I do not have a formal training in computer programming and I have never had the privilege to attend a course. I started with PRINT "HELLO" and went from there. Programming the ZX80/81 was just toying, then I started to write short routines in machine language: hex code in decimal. I got a Z80 assembler and I still think assembler and BASIC supplement each other very well.


I wrote many utilities for the CP/M+ computer, tools I considered necessary like, for example, drilling up the capacity of the diskettes from 183 KB to 199 KB. Formats were proprietary in the pre-DOS times. I had a FORTH for the Sinclair ZX81 and I organised another one for CP/M and started to write a few programs in this computer language. Because I got stuck in a game, I purchased a FORTRAN and learned enough of that language to be able to understand the source code of the game and to write programs to decode the database. With this bit of cheating I made it to the end of the game, eventually. I tried out several other computer languages: Pascal, Modula 2, ADA, Prolog, but I stuck to assembler and BASIC.


I did most of my programming escapades during the PC-DOS times. Unfortunately, there were Intel processors, not Zilog ones and even though the assembler mnemonics look similar, they are not. To get a grip on the new mnemonics, I translated the fig-FORTH-79 from CP/M to PC-DOS. This FORTH compiler/interpreter along with the source code was made available for free on the Sydex BBS (Bulletin Board System, before the Internet). The source code for zi-forth with 4,400 lines of assembler is available for download, see Projects > Resources.

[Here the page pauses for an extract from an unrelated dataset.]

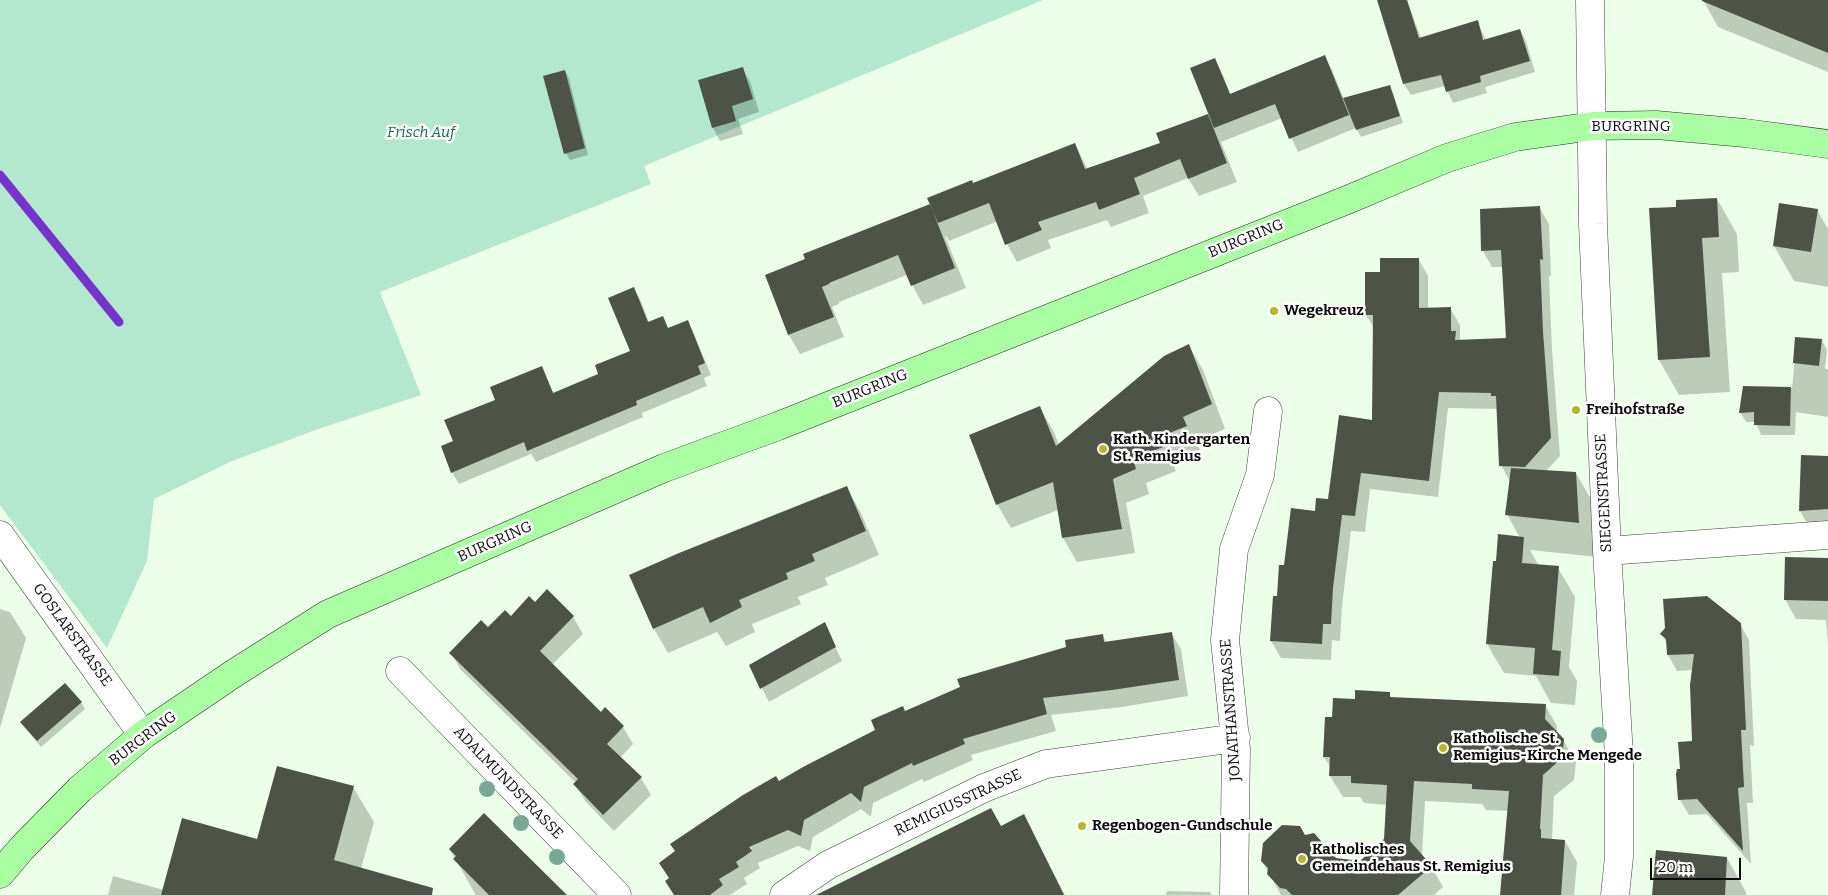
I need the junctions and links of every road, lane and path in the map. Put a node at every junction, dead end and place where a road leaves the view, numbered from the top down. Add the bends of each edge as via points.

Some members of the astronomical society purchased astro CCD cameras and they shared their exposures with me. Only, I could not display them. So I started my most elaborate software project ever. I wrote a complete suite of programs for displaying, filtering, analysing, transforming, converting, printing and archiving astro pictures gathered with a CCD camera. The source code of the CCDTOOLS consist of over 8'200 lines of assembler and over 21'200 lines of Power BASIC and can be downloaded from Projects > Resources. The program still runs on a Windows XP machine but it must be on a FAT (FAT16 or FAT32) partition, the file system NTFS is not supported.



For Windows 3.1, 95 and later I also wrote some programs, partly as complete Windows applications like e.g. Iso2Grey or JxCreator which created the complete issue of the union newspaper from the specially tagged texts sent in, and another small tool: a file dumper that displays the content of any file in hex and ascii.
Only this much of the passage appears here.